> **Exercise**
Using the listing below, report each line holding the string "Mirassol".

> **Material provided**

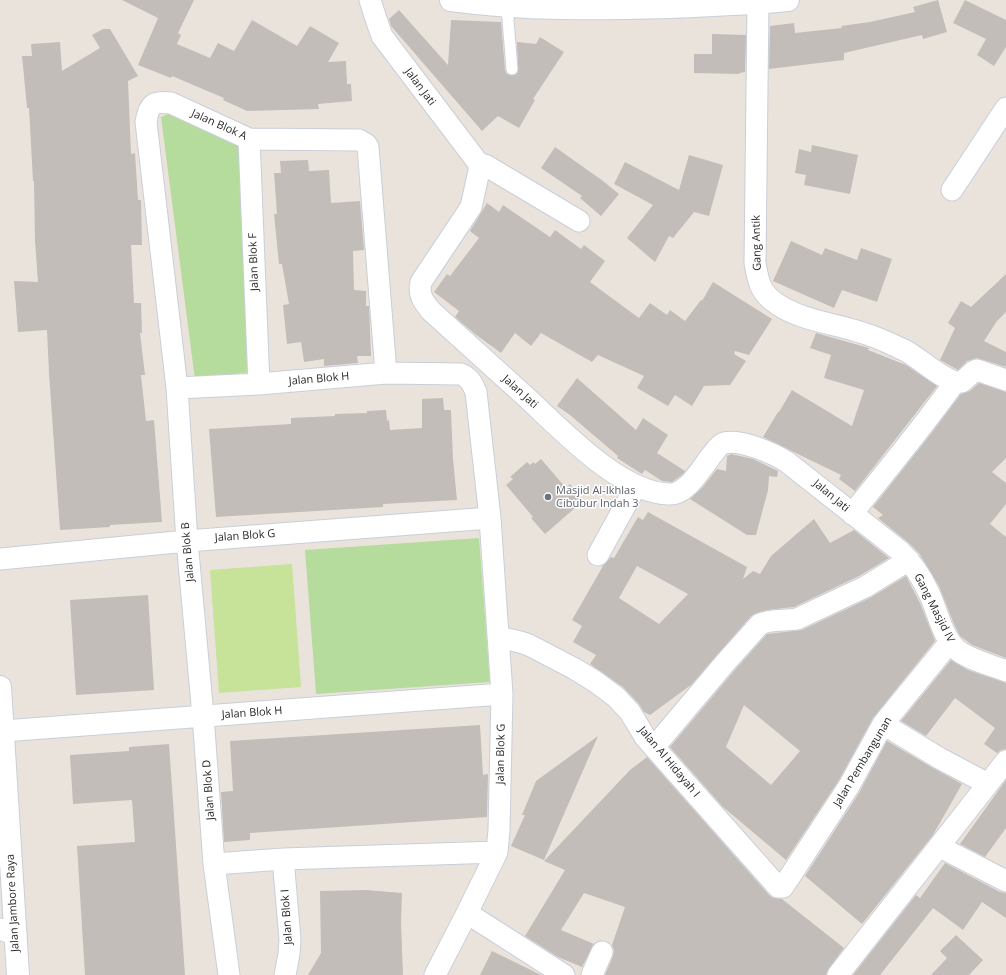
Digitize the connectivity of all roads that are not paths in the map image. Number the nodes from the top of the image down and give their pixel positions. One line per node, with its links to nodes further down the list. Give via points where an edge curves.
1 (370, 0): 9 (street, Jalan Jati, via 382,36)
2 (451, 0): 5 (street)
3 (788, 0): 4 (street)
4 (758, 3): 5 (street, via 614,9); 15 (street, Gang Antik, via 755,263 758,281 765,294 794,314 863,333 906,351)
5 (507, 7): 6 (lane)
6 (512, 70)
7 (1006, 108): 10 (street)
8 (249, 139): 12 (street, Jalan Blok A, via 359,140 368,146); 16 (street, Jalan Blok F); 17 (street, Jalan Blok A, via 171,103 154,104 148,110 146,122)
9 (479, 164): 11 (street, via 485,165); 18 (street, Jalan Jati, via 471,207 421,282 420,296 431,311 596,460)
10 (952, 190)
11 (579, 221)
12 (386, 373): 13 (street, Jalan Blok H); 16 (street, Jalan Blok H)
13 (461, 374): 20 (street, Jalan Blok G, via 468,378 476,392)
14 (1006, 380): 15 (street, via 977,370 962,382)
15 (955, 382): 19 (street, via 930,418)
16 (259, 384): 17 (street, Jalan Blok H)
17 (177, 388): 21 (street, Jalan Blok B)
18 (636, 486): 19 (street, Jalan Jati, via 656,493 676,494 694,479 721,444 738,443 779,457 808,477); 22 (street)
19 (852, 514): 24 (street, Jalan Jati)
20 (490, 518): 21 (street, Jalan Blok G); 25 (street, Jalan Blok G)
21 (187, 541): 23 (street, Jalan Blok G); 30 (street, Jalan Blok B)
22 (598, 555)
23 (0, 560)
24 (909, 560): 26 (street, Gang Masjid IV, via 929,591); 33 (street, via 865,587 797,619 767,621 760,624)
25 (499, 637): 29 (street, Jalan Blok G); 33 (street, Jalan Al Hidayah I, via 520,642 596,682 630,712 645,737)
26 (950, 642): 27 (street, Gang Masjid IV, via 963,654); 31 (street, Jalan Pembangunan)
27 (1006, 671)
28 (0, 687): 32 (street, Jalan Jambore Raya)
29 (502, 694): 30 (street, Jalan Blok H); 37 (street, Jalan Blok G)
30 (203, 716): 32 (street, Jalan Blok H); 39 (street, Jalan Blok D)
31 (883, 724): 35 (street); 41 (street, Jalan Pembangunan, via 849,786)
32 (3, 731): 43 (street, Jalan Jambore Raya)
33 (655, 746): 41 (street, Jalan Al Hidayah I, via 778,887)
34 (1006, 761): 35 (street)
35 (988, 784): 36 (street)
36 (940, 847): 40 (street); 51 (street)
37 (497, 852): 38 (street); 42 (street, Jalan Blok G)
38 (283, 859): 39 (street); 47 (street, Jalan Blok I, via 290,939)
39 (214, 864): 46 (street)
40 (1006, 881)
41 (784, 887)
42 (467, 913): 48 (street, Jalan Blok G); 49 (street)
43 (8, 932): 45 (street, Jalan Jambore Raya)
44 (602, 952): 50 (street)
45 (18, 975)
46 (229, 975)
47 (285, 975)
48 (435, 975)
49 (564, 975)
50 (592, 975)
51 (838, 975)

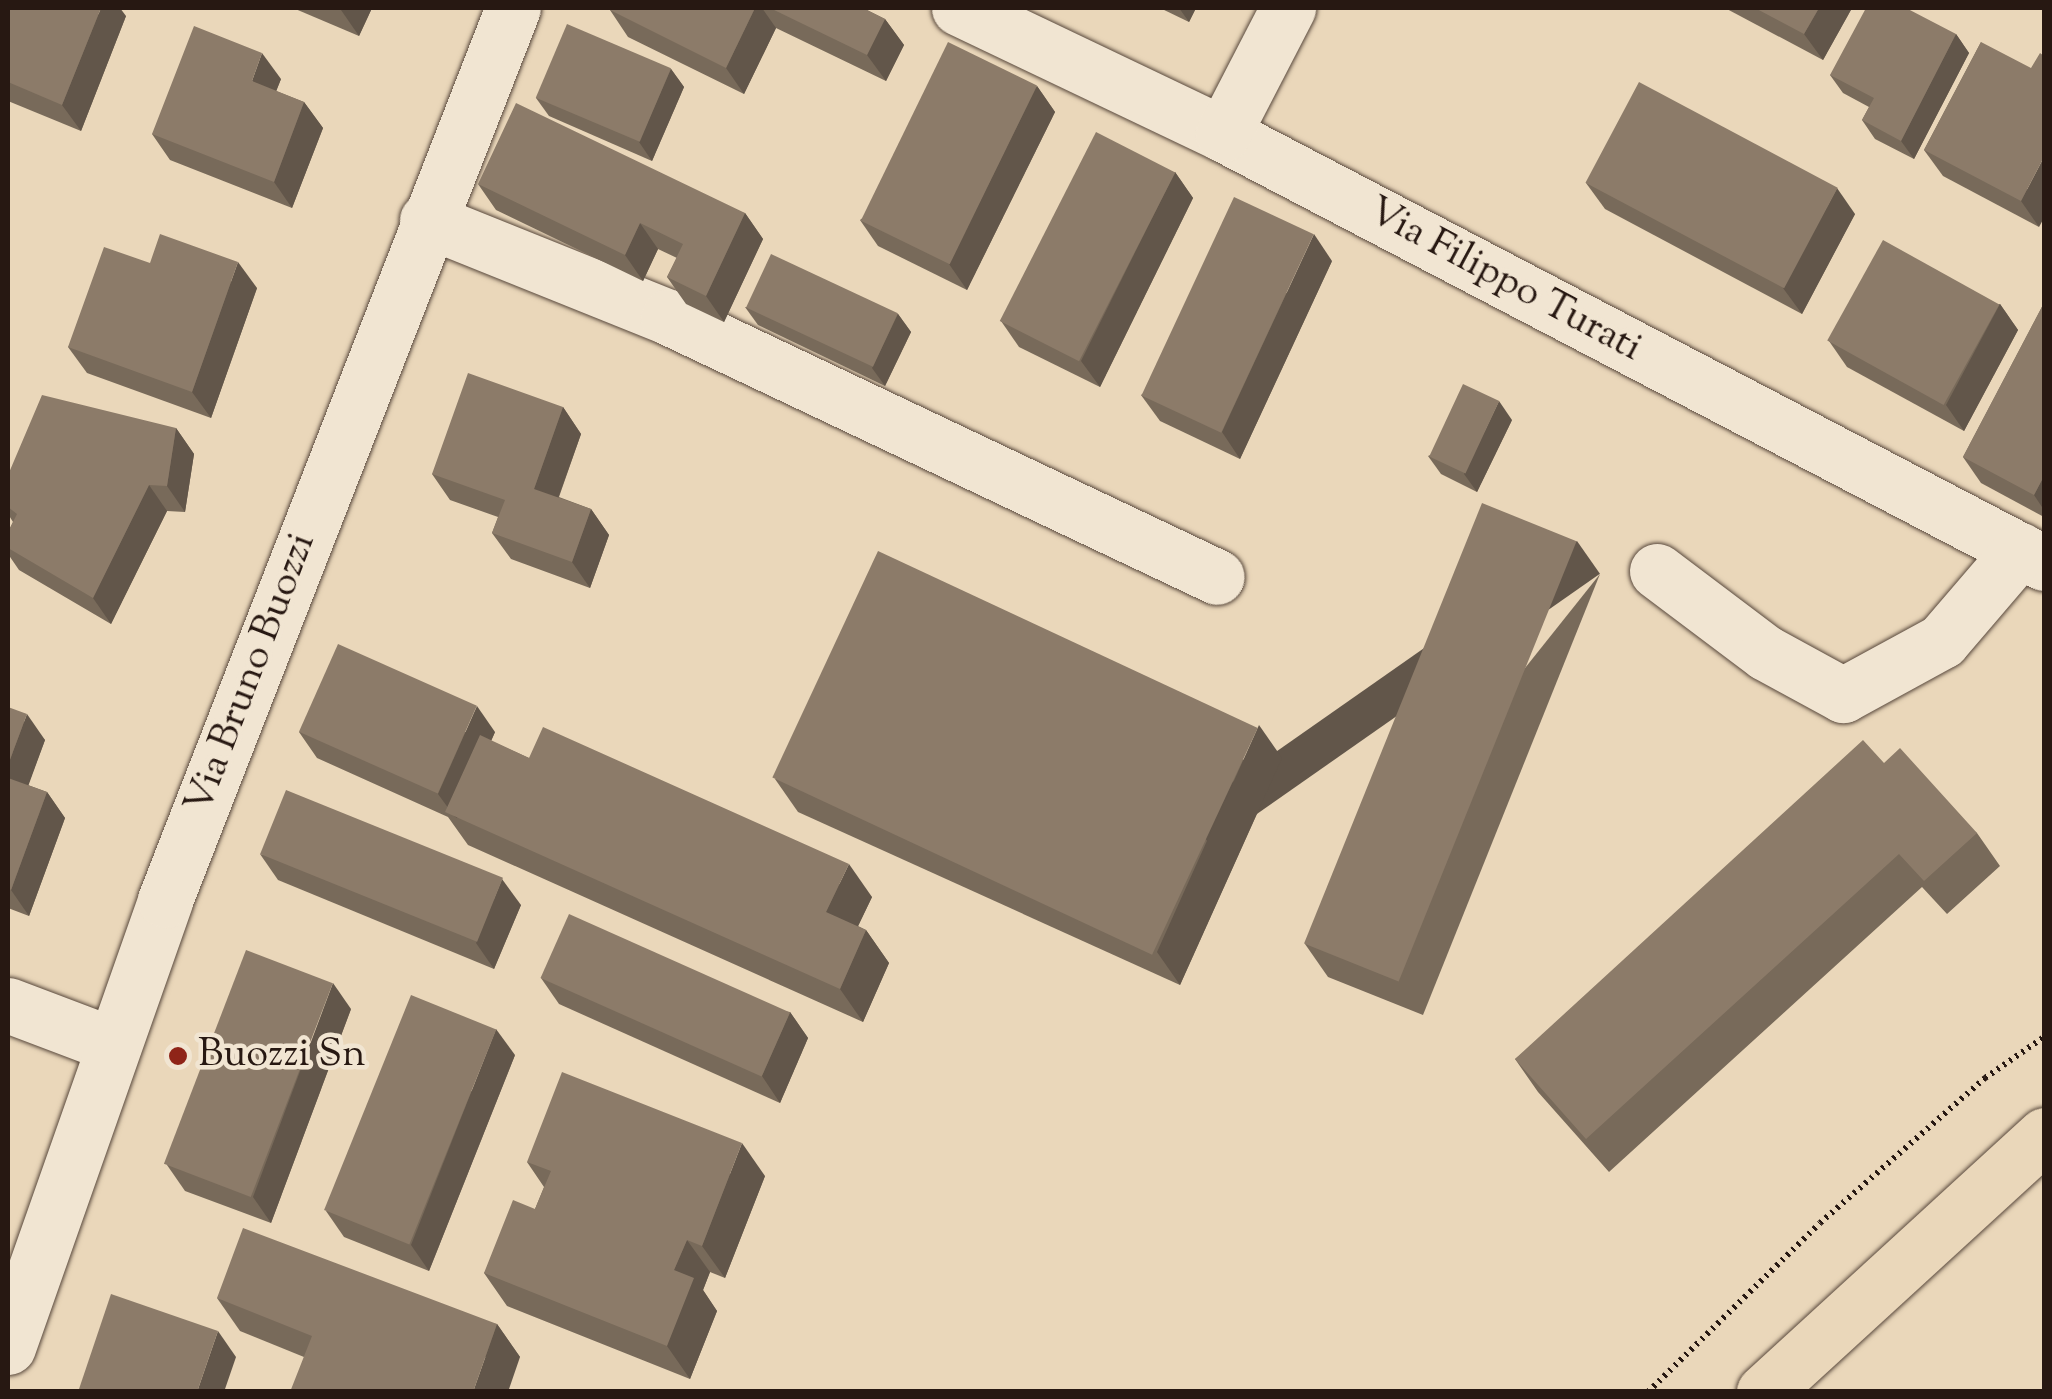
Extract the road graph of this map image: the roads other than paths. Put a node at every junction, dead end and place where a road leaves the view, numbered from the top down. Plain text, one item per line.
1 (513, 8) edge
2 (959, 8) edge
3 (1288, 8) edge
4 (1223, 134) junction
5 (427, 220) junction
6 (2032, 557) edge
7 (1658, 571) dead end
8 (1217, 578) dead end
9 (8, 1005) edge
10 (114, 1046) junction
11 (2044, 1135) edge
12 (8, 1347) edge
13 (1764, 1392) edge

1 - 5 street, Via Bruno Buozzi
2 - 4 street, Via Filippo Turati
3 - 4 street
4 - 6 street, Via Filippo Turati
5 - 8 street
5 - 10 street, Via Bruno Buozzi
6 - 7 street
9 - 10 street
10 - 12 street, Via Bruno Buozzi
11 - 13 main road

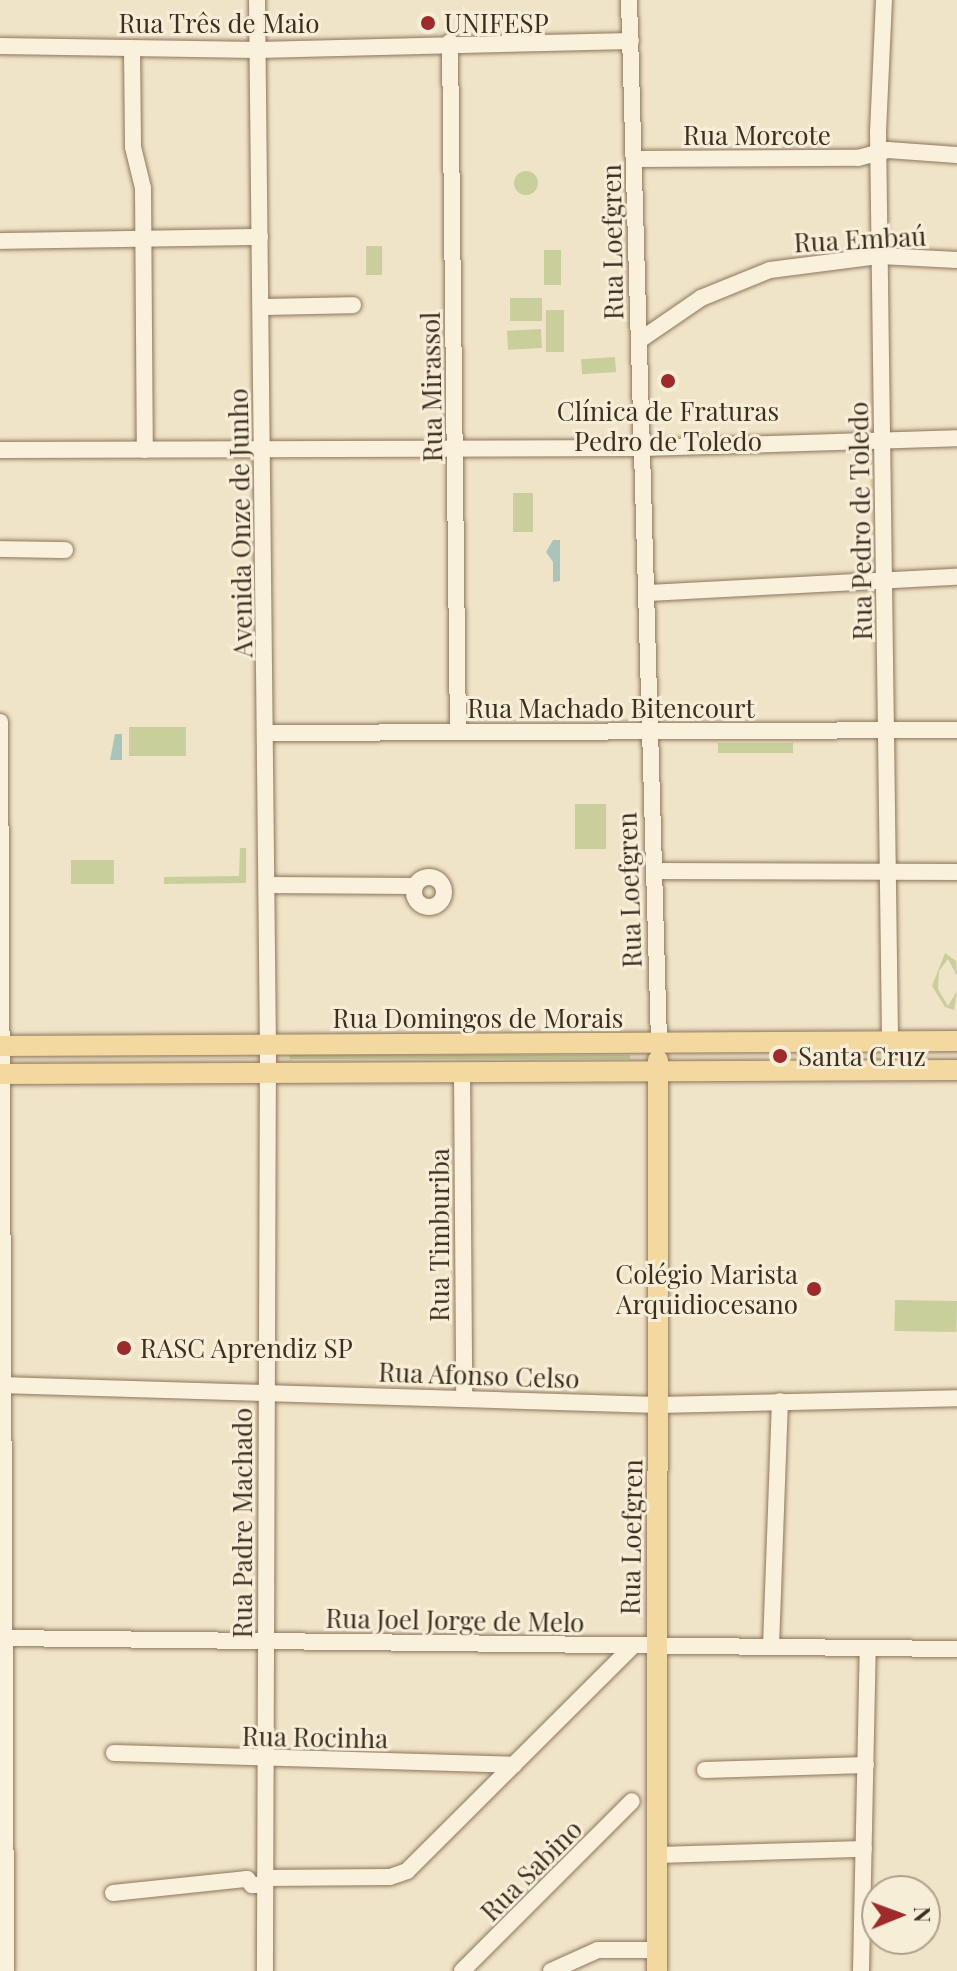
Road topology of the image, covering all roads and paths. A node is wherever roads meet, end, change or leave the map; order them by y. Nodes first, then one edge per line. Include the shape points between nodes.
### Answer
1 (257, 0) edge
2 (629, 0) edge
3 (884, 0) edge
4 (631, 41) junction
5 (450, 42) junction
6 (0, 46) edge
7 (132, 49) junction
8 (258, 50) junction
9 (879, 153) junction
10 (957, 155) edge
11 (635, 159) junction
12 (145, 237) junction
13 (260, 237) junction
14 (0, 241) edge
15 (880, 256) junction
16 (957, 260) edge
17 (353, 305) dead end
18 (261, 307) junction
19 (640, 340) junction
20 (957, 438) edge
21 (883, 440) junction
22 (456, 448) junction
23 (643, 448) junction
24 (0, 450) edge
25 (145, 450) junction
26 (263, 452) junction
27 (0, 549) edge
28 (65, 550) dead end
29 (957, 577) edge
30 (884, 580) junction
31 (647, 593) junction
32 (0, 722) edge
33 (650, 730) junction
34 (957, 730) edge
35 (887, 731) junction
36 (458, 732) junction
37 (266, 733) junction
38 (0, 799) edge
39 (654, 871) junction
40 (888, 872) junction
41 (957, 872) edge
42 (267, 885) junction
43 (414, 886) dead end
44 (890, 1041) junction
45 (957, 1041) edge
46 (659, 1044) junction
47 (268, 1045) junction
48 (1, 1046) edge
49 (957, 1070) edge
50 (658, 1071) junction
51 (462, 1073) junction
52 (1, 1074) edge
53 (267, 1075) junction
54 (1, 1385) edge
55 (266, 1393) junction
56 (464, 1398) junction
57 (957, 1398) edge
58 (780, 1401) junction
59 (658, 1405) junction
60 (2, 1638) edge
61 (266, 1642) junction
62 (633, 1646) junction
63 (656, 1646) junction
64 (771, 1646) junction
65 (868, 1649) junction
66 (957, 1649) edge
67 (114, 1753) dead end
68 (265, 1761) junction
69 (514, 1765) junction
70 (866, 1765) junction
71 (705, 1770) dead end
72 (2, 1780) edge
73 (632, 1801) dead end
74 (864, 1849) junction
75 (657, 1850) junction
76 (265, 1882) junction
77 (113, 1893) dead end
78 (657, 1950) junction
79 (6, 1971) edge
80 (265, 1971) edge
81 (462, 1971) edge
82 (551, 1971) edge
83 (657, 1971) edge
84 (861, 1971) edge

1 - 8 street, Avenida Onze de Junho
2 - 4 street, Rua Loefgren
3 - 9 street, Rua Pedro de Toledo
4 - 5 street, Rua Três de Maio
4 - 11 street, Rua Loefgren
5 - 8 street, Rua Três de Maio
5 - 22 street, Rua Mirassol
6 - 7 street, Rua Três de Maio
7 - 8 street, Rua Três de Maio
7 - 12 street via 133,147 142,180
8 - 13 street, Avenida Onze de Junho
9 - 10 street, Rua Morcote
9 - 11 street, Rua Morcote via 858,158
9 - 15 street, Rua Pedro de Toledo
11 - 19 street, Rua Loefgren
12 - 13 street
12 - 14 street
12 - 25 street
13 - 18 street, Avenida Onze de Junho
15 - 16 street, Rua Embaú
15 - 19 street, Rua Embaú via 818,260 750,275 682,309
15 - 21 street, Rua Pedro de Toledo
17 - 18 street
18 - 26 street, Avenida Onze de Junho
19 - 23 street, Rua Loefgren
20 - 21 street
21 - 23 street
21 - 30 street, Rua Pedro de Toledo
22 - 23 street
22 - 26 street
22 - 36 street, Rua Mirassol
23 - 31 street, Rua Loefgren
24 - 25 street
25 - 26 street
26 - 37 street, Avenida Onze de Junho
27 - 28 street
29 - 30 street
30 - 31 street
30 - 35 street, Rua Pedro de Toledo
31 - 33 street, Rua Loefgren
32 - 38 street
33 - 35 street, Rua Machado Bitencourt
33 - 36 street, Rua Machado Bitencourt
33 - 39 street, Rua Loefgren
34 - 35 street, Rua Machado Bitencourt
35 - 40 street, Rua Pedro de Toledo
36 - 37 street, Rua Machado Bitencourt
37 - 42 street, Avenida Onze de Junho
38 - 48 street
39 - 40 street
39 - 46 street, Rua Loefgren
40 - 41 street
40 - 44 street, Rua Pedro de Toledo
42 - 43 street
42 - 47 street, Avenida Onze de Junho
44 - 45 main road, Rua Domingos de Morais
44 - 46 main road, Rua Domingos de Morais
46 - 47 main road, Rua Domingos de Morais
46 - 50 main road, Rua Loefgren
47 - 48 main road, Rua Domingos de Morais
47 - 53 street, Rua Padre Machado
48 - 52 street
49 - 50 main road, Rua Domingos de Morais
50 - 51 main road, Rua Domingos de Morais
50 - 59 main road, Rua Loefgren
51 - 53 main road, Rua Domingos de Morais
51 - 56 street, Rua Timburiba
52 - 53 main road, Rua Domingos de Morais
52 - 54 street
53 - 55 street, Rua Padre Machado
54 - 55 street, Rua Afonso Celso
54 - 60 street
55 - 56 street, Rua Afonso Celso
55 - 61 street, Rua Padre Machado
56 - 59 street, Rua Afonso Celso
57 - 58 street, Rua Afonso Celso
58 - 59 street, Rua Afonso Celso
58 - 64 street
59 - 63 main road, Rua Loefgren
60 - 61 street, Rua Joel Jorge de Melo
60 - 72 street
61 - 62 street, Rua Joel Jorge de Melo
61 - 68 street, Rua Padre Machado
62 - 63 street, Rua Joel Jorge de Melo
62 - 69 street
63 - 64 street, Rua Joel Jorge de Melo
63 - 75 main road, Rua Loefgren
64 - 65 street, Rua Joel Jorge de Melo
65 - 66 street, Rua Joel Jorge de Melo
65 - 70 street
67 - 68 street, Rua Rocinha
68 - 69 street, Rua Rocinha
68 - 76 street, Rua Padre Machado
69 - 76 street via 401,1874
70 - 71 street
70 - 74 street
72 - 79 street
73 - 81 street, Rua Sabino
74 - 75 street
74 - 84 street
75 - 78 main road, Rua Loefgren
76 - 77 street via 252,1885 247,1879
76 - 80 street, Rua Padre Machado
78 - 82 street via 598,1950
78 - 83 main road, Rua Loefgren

> **Answer section**
5 - 22 street, Rua Mirassol
22 - 36 street, Rua Mirassol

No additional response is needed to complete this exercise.